This problem came up when I was studying my final exam for my PDE class.
Find the solution to the first-order PDE $$u_x+xu_y=e^{x+y}$$ with the initial conditions $u(0, y)=y$.
I have only learnt two ways about find solutions to a linear PDE. The first method is by transforming the coordinates such that the equation becomes more simple, and the second method is using the method of characteristics(or this is what my professor calls it). It seems that there is some more general version of the "method of characteristics" that I am using like in this question. It seems that they introduce some dummy variable, and change it to a system of ODE's, but up to my knowledge, the method of characteristics is the method of finding the characteristic curves, in this case, which is the family of curves satisfying $\frac{dy}{dx}=\frac{x}{1}$ so that the function must be constant on these curves. We have $\frac{dy}{dx}=x$, $y-\frac{x^2}{2}=c$ in this case, so the homogeneous solution is given as $f(y-\frac{x^2}{2})$. All I need to find now is a particular solution to the non homogeneous equation, and I would add to the homogeneous solution. I have tried functions of the form $f(x)e^{x+y}, f(y)e^{x+y}, (ax+by)e^{x+y}$, but they did not work.

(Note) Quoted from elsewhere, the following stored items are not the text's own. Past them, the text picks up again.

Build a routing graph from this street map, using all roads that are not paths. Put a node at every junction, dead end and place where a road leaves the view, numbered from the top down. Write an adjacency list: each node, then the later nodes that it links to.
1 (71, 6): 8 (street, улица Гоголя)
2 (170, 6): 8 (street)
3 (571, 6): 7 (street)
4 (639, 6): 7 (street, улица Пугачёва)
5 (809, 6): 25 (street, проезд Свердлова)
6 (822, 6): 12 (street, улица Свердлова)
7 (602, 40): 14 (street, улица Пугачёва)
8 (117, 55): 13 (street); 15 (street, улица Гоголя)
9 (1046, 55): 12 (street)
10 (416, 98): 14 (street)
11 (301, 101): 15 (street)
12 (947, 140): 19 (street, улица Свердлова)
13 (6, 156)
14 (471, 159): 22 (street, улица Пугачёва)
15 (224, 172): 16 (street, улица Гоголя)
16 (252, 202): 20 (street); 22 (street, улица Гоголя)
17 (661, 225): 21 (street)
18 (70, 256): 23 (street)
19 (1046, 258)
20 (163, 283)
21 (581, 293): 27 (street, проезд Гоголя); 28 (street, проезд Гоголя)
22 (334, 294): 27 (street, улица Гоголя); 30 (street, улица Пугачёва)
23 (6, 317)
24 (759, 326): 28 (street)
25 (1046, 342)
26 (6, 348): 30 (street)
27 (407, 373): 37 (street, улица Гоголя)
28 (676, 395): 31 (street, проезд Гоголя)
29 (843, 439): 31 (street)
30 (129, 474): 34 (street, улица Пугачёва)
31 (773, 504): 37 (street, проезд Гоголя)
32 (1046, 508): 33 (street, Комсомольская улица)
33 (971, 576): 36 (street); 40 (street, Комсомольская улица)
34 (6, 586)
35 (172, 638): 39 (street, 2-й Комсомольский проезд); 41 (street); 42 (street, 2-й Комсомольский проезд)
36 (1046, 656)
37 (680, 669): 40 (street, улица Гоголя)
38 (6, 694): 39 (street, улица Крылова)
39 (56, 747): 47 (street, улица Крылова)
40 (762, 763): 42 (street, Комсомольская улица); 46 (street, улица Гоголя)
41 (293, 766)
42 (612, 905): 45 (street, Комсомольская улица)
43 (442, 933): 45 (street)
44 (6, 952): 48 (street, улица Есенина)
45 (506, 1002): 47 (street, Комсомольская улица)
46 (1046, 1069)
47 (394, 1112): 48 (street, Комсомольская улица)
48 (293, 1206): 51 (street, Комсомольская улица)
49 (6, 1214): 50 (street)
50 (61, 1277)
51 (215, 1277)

I have also tried transforming the coordinates to $$\xi= y-\frac{1}{2}x^2, \quad \eta=x+y, x, y, f(x), f(y) (\text{and several variants})$$ but they did not work.
So, my question is, is there an elagant way to find either a particular solution to the non homogeneous solution, or a elegant transformation that makes the equation much simple?
Please tell me if some parts needs clarification, or edit. Thank you in advance.